▸ **TASK PROMPT**:
Write out every line below that includes the word "paths".

▸ **INFORMATION**:
====================

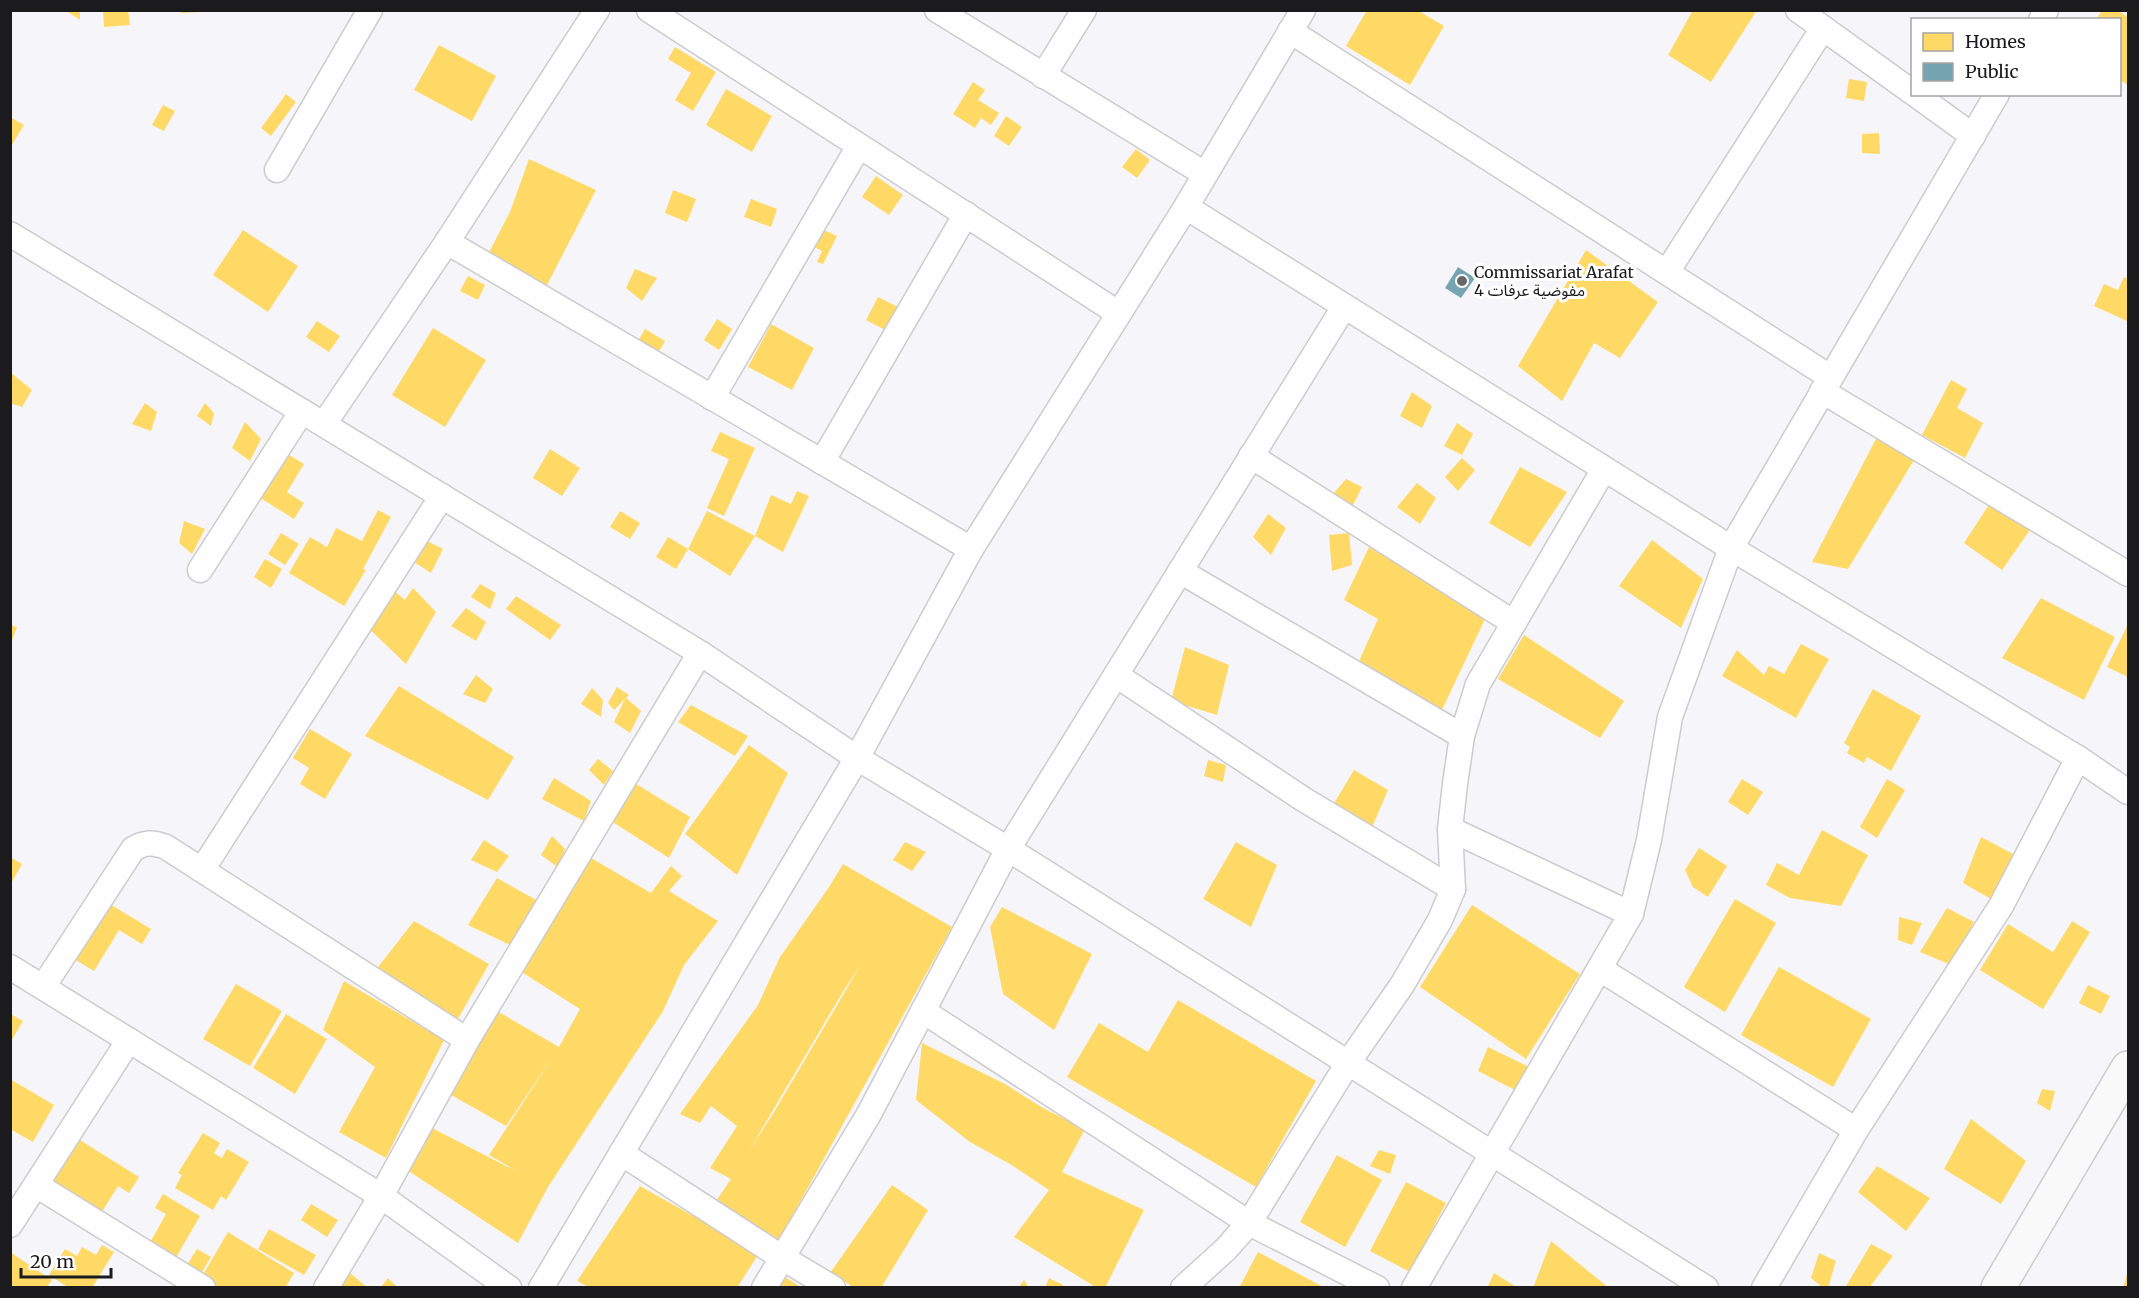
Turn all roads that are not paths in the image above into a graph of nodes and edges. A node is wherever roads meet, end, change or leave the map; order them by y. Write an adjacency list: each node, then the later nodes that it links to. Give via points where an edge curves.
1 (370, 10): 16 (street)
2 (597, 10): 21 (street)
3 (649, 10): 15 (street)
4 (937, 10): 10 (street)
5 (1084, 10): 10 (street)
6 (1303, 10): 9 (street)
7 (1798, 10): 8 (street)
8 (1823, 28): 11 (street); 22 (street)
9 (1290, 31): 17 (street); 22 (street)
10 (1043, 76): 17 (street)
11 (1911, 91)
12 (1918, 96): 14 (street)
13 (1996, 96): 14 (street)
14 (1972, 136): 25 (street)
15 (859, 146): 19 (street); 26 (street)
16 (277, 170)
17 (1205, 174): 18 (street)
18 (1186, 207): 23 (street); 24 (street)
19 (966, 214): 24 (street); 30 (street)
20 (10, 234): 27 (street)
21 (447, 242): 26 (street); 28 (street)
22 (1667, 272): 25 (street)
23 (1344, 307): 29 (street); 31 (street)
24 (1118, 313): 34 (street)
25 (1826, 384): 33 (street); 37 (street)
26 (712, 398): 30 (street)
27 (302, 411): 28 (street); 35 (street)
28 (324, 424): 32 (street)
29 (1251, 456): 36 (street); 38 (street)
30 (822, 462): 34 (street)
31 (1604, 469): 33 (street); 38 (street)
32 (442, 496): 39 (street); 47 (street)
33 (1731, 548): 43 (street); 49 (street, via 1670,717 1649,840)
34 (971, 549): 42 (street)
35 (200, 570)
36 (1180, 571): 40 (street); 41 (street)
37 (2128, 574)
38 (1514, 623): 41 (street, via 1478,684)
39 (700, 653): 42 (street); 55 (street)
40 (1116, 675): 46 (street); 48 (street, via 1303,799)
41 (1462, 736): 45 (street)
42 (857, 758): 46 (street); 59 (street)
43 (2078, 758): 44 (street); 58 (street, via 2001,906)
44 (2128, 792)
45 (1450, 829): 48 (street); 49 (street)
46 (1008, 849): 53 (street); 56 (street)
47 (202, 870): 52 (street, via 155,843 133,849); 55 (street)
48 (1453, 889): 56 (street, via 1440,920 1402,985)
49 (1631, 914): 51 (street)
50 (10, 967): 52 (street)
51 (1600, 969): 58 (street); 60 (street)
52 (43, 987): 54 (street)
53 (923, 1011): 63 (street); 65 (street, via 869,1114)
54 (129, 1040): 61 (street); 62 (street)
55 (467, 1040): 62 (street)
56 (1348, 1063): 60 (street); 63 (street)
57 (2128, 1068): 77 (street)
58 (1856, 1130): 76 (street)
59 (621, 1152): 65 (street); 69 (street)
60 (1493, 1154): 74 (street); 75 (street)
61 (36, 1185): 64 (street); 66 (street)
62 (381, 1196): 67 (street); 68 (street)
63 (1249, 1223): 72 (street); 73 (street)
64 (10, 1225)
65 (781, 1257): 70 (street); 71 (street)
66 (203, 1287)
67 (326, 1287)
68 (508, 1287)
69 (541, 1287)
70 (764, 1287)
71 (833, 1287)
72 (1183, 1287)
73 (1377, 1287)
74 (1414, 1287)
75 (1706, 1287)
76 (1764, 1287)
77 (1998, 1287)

====================

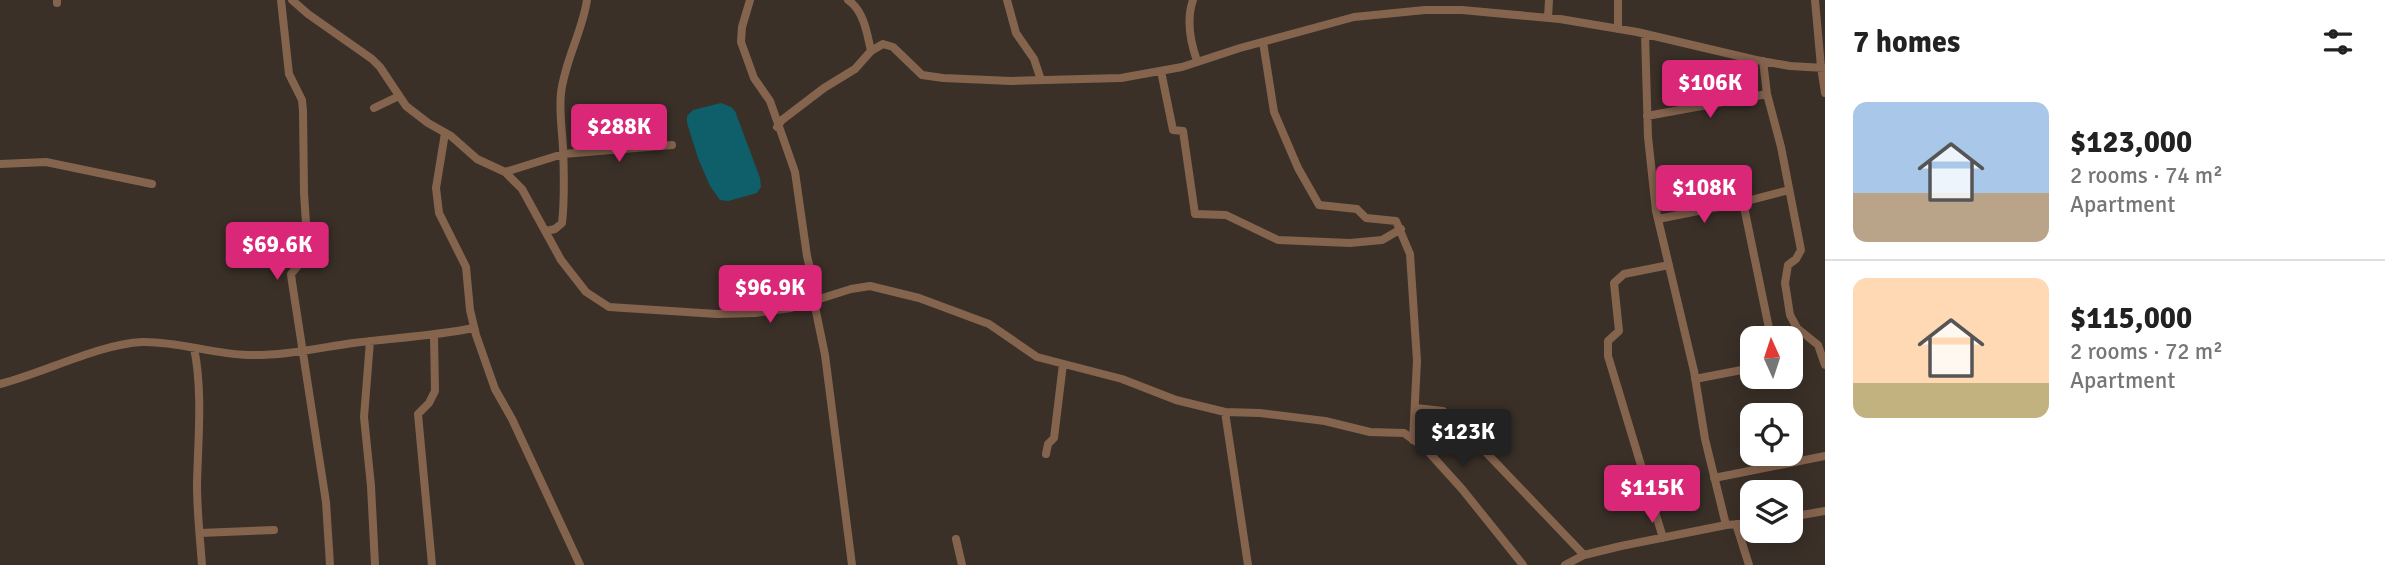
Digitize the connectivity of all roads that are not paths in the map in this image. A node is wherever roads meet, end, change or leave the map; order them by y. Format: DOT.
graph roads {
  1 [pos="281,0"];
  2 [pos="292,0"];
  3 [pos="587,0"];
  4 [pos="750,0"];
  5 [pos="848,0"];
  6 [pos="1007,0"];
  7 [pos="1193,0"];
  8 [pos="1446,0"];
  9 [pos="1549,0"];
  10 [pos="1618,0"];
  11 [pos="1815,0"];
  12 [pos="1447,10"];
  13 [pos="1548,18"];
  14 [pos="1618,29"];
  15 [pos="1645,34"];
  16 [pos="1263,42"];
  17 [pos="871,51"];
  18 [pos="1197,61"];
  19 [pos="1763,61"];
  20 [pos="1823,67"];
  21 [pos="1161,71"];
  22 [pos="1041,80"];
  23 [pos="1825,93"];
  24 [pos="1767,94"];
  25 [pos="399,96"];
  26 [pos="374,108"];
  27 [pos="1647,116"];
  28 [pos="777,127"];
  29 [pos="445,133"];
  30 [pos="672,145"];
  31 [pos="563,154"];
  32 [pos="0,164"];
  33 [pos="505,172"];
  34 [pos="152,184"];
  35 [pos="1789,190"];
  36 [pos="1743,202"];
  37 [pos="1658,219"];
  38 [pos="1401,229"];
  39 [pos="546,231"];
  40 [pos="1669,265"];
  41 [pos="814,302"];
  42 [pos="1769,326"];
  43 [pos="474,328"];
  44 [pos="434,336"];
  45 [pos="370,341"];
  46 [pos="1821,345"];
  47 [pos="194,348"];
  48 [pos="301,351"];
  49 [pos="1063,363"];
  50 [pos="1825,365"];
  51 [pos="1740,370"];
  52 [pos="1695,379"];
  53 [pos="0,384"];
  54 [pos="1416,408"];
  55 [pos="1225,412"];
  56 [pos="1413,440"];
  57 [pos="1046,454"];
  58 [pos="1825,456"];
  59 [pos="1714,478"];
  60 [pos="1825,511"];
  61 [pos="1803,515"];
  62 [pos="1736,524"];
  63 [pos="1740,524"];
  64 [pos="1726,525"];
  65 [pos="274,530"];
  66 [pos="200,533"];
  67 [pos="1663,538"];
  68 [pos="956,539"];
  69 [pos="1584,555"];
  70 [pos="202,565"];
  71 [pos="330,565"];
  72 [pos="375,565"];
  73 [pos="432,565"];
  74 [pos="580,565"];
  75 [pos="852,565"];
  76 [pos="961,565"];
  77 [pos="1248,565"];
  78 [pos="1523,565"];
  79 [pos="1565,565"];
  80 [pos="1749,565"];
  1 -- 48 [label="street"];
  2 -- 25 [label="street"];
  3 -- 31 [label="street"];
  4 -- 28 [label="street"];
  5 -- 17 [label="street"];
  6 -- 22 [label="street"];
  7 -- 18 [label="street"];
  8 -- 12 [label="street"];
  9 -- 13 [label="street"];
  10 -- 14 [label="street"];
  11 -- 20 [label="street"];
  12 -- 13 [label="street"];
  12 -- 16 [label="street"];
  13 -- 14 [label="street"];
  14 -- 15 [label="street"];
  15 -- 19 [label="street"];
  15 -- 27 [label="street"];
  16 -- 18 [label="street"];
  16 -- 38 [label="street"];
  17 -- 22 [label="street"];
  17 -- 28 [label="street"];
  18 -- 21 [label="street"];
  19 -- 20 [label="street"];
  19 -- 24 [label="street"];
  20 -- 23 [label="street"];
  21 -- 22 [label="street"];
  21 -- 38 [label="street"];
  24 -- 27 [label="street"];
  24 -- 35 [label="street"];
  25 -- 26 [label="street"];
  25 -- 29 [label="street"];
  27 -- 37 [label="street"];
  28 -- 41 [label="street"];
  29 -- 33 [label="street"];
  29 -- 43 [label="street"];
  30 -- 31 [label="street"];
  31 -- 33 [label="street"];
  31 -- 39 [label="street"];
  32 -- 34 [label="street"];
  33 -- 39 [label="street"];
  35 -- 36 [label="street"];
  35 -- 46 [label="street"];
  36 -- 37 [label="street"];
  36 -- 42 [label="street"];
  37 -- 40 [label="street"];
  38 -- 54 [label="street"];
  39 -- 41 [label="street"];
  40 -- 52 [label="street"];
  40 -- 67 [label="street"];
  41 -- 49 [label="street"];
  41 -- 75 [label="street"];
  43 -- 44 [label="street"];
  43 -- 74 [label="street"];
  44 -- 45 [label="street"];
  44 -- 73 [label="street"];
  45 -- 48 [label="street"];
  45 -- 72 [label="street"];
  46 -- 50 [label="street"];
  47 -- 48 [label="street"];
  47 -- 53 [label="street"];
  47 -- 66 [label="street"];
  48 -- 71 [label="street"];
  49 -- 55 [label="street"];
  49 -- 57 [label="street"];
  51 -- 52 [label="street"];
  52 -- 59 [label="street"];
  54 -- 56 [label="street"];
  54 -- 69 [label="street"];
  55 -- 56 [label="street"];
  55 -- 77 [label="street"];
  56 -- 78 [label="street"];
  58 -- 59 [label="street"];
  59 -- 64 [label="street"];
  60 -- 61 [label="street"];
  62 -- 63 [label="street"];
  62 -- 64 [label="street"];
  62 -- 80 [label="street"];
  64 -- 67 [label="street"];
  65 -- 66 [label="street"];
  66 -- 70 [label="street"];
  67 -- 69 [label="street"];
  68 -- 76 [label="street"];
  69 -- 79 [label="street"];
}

====================

▸ **ANSWER BOX**:
Turn all roads that are not paths in the image above into a graph of nodes and edges. A node is wherever roads meet, end, change or leave the map; order them by y. Write an adjacency list: each node, then the later nodes that it links to. Give via points where an edge curves.
Digitize the connectivity of all roads that are not paths in the map in this image. A node is wherever roads meet, end, change or leave the map; order them by y. Format: DOT.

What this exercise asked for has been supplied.